You can also use a simple collectionGroup query. To use a collectionGroup query, provide the collection name value as ${COLLECTION_PATH}, and set ${COLLECTION_GROUP_QUERY} to true.

Warning: A collectionGroup query will target every collection in your Firestore project with the provided ${COLLECTION_PATH}. For example, if you have 10,000 documents with a sub-collection named: landmarks, the import script will query every document in 10,000 landmarks collections.

Run the script

The import script requires several values from your installation of the extension:

  • ${PROJECT_ID}: the project ID for the Firebase project in which you installed the extension
  • ${BIGQUERY_PROJECT_ID}: the project ID for the GCP project in which the BigQuery instance is located. Defaults to Firebase project ID.
  • ${COLLECTION_PATH}: the collection path that you specified during extension installation
  • ${COLLECTION_GROUP_QUERY}: uses a collectionGroup query if this value is "true". For any other value, a collection query is used.
  • ${DATASET_ID}: the ID that you specified for your dataset during extension installation

Run the import script using npx (the Node Package Runner) via npm (the Node Package Manager).

  1. Make sure that you've installed the required tools to run the import script:

    • To access the npm command tools, you need to install Node.js.
    • If you use npm v5.1 or earlier, you need to explicitly install npx. Run npm install --global npx.
  2. Set up credentials. The import script uses Application Default Credentials to communicate with BigQuery.

    One way to set up these credentials is to run the following command using the gcloud CLI:

    gcloud auth application-default login

    Alternatively, you can create and use a service account. This service account must be assigned a role that grants the bigquery.datasets.create permission.

  3. Run the import script interactively via npx by running the following command:

    npx @firebaseextensions/fs-bq-import-collection
    

    Note: The script can be run non-interactively. To see its usage, run the above command with --help.

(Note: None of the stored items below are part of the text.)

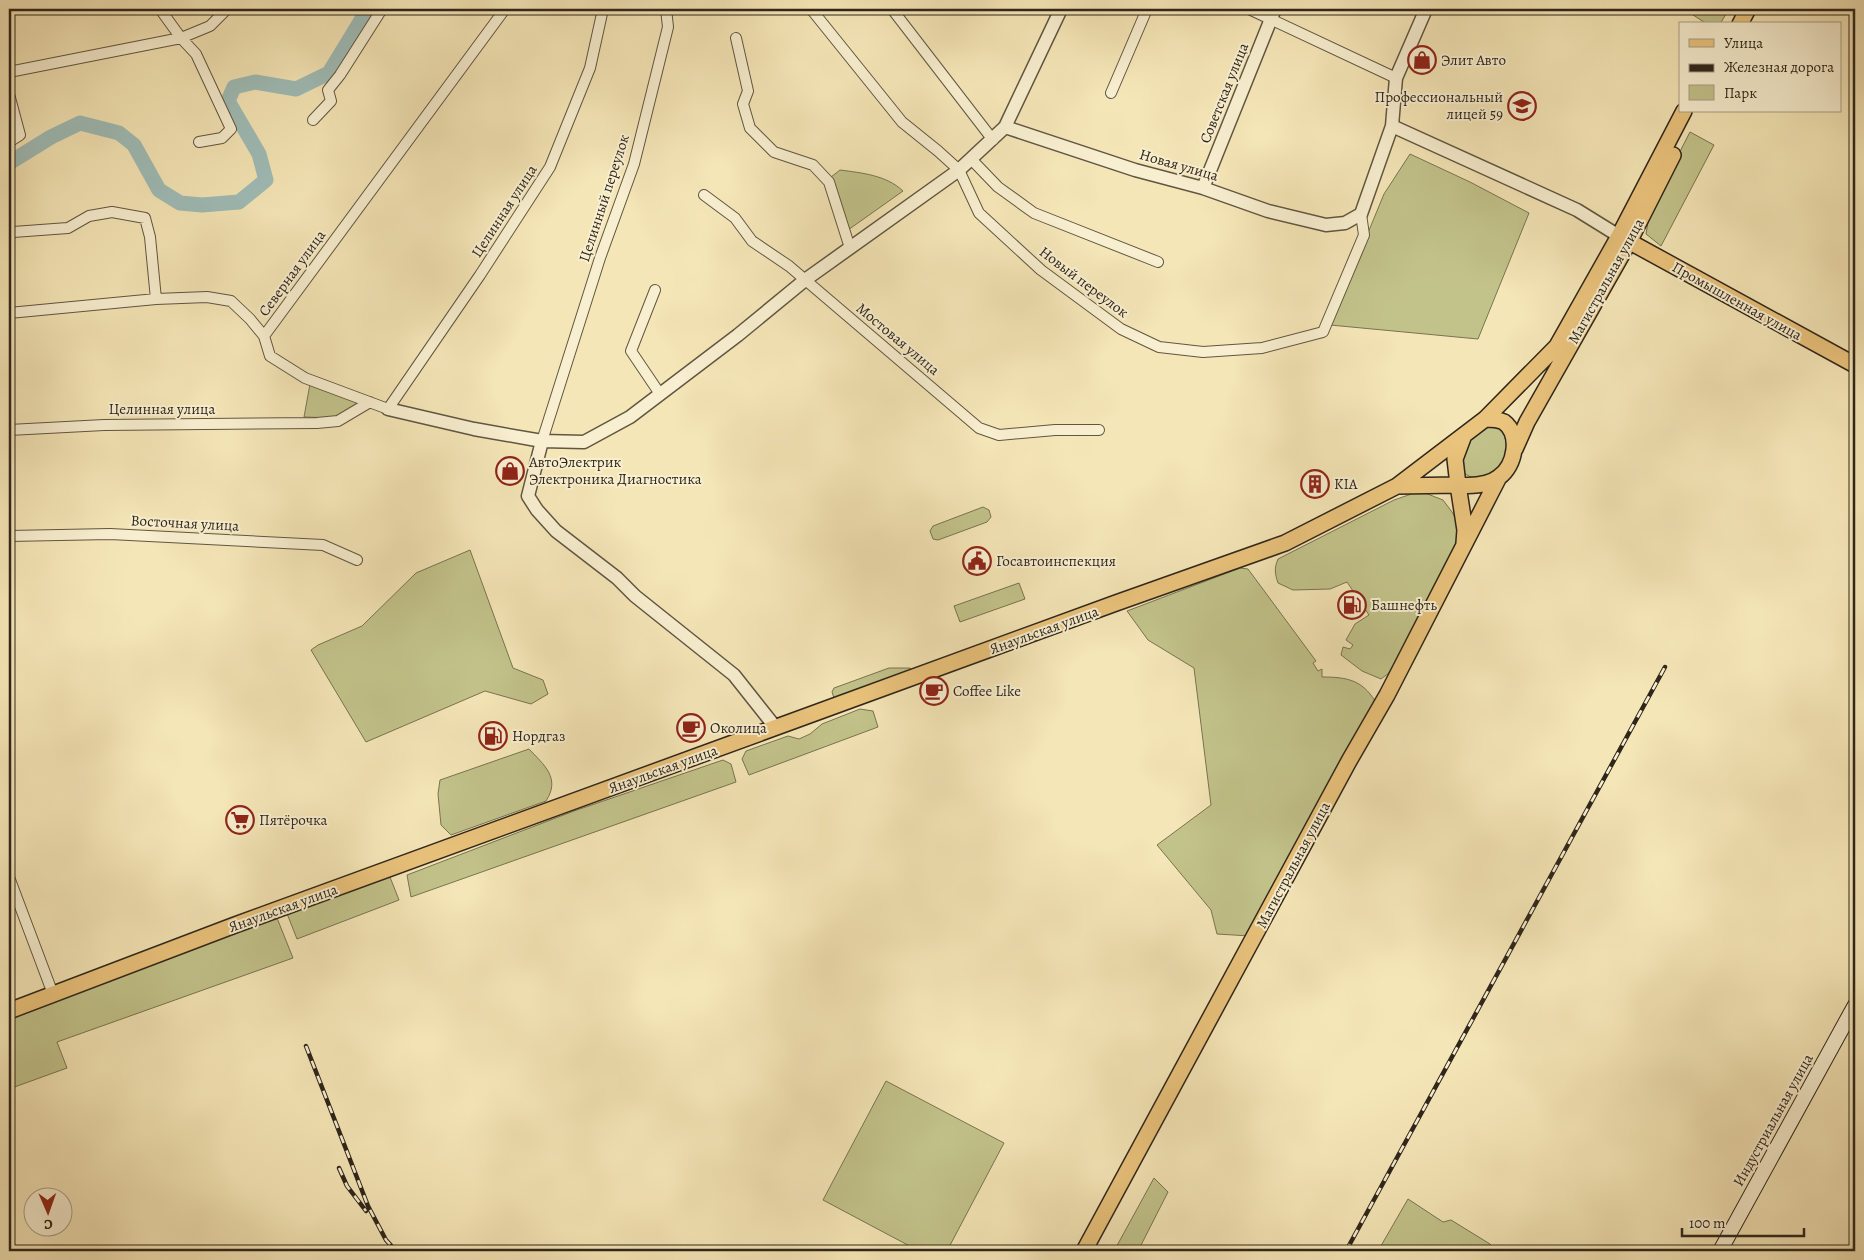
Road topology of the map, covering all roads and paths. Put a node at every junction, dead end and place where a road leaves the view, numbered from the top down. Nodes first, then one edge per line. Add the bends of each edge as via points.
1 (160, 9) edge
2 (227, 9) edge
3 (382, 9) edge
4 (505, 9) edge
5 (603, 9) edge
6 (666, 9) edge
7 (811, 9) edge
8 (892, 9) edge
9 (1060, 9) edge
10 (1147, 9) edge
11 (1248, 9) edge
12 (1426, 9) edge
13 (1737, 9) edge
14 (1748, 9) edge
15 (1274, 14) edge
16 (1730, 22) edge
17 (1741, 22) edge
18 (181, 38) junction
19 (736, 38) dead end
20 (9, 72) edge
21 (1396, 78) junction
22 (1111, 93) dead end
23 (9, 94) edge
24 (1684, 112) edge
25 (1694, 112) edge
26 (313, 120) dead end
27 (1392, 126) junction
28 (1006, 127) junction
29 (992, 140) junction
30 (9, 142) edge
31 (199, 142) dead end
32 (971, 159) junction
33 (959, 170) junction
34 (1203, 188) junction
35 (704, 195) dead end
36 (1361, 214) junction
37 (13, 232) dead end
38 (1624, 239) junction
39 (850, 248) junction
40 (1158, 262) dead end
41 (805, 280) junction
42 (655, 290) dead end
43 (156, 299) junction
44 (9, 313) edge
45 (264, 336) junction
46 (1855, 365) edge
47 (660, 394) junction
48 (370, 402) junction
49 (388, 409) junction
50 (1485, 418) junction
51 (9, 430) edge
52 (1099, 430) dead end
53 (1464, 435) junction
54 (542, 441) junction
55 (1515, 449) junction
56 (1500, 477) junction
57 (1397, 486) junction
58 (1458, 486) junction
59 (9, 536) edge
60 (1464, 546) junction
61 (357, 560) dead end
62 (776, 728) junction
63 (9, 877) edge
64 (53, 994) junction
65 (1855, 1005) edge
66 (9, 1011) edge
67 (1084, 1251) edge
68 (1720, 1251) edge

1 - 18 street
2 - 18 street via 210,26
3 - 26 street via 328,90 331,100
4 - 45 street, Северная улица
5 - 49 street, Целинная улица via 590,68 550,166
6 - 54 street, Целинный переулок via 668,27 634,164 600,258
7 - 33 street, Новый переулок via 902,122
8 - 29 street
9 - 28 street
10 - 22 street
11 - 15 street
12 - 21 street
13 - 16 main road
14 - 17 main road
15 - 21 street
15 - 34 street, Советская улица
18 - 20 street
18 - 31 street via 196,54 231,129 222,138
19 - 39 street via 748,91 742,104 750,128 774,152 812,165 829,182
21 - 27 street
23 - 30 street via 20,134
24 - 38 main road, Магистральная улица
25 - 38 main road, Магистральная улица
27 - 36 street
27 - 38 street via 1577,210
28 - 29 street
28 - 34 street, Новая улица via 1135,170
29 - 32 street
32 - 33 street
32 - 40 street via 998,186 1034,213
33 - 36 street, Новый переулок via 979,213 1057,282 1121,329 1159,347 1203,352 1262,348 1324,332 1364,236
33 - 39 street
34 - 36 street, Новая улица via 1268,211 1326,225 1345,222
35 - 41 street, Мостовая улица via 735,218 752,241
37 - 43 street via 68,228 89,216 112,212 145,218
38 - 46 main road, Промышленная улица
38 - 50 main road, Магистральная улица via 1557,346
38 - 55 main road, Магистральная улица
39 - 41 street
41 - 47 street
41 - 52 street, Мостовая улица via 979,428 999,435
42 - 47 street via 631,351
43 - 44 street, Северная улица
43 - 45 street, Северная улица via 207,297 230,301
45 - 48 street via 270,356 305,378
47 - 54 street via 630,417 584,442
48 - 49 street
48 - 51 street, Целинная улица via 338,421 317,423 104,425
49 - 54 street
50 - 53 main road, Магистральная улица
50 - 55 main road via 1504,423 1513,436
53 - 57 main road, Магистральная улица
53 - 58 main road via 1455,459
54 - 62 street via 528,496 537,510 570,544 617,578 734,675
55 - 56 main road, Магистральная улица
56 - 58 main road via 1477,486
56 - 60 main road, Магистральная улица
57 - 58 main road
57 - 62 main road, Янаульская улица via 1254,556
58 - 60 main road via 1465,530
59 - 61 street, Восточная улица via 110,534 324,545
60 - 67 main road, Магистральная улица via 1387,695
62 - 64 main road, Янаульская улица
63 - 64 street
64 - 66 main road, Янаульская улица
65 - 68 main road, Индустриальная улица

  4. (Optional) When prompted, you can enter the BigQuery project ID to use a BigQuery instance located in a GCP project other than your Firebase project.

  5. When prompted, enter the Cloud Firestore collection path that you specified during extension installation, ${COLLECTION_PATH}.

  6. (Optional) You can pause and resume the import at any time:

    • Pause the import: enter CTRL+C
      The import script records the name of the last successfully imported document in a cursor file called: from-${COLLECTION_PATH}-to-${PROJECT_ID}:${DATASET_ID}:${rawChangeLogName}, which lives in the directory from which you invoked the import script.

    • Resume the import from where you left off: re-run npx @firebaseextensions/fs-bq-import-collection from the same directory that you previously invoked the script

      Note that when an import completes successfully, the import script automatically cleans up the cursor file it was using to keep track of its progress.
      
  7. In the BigQuery web UI, navigate to the dataset created by the extension. The extension named your dataset using the Dataset ID that you specified during extension installation, ${DATASET_ID}.

  8. From your raw changelog table, run the following query:

    SELECT COUNT(*) FROM
      `${PROJECT_ID}.${COLLECTION_PATH}.${COLLECTION_PATH}_raw_changelog`
      WHERE operation = "IMPORT"
    

    The result set will contain the number of documents in your source collection.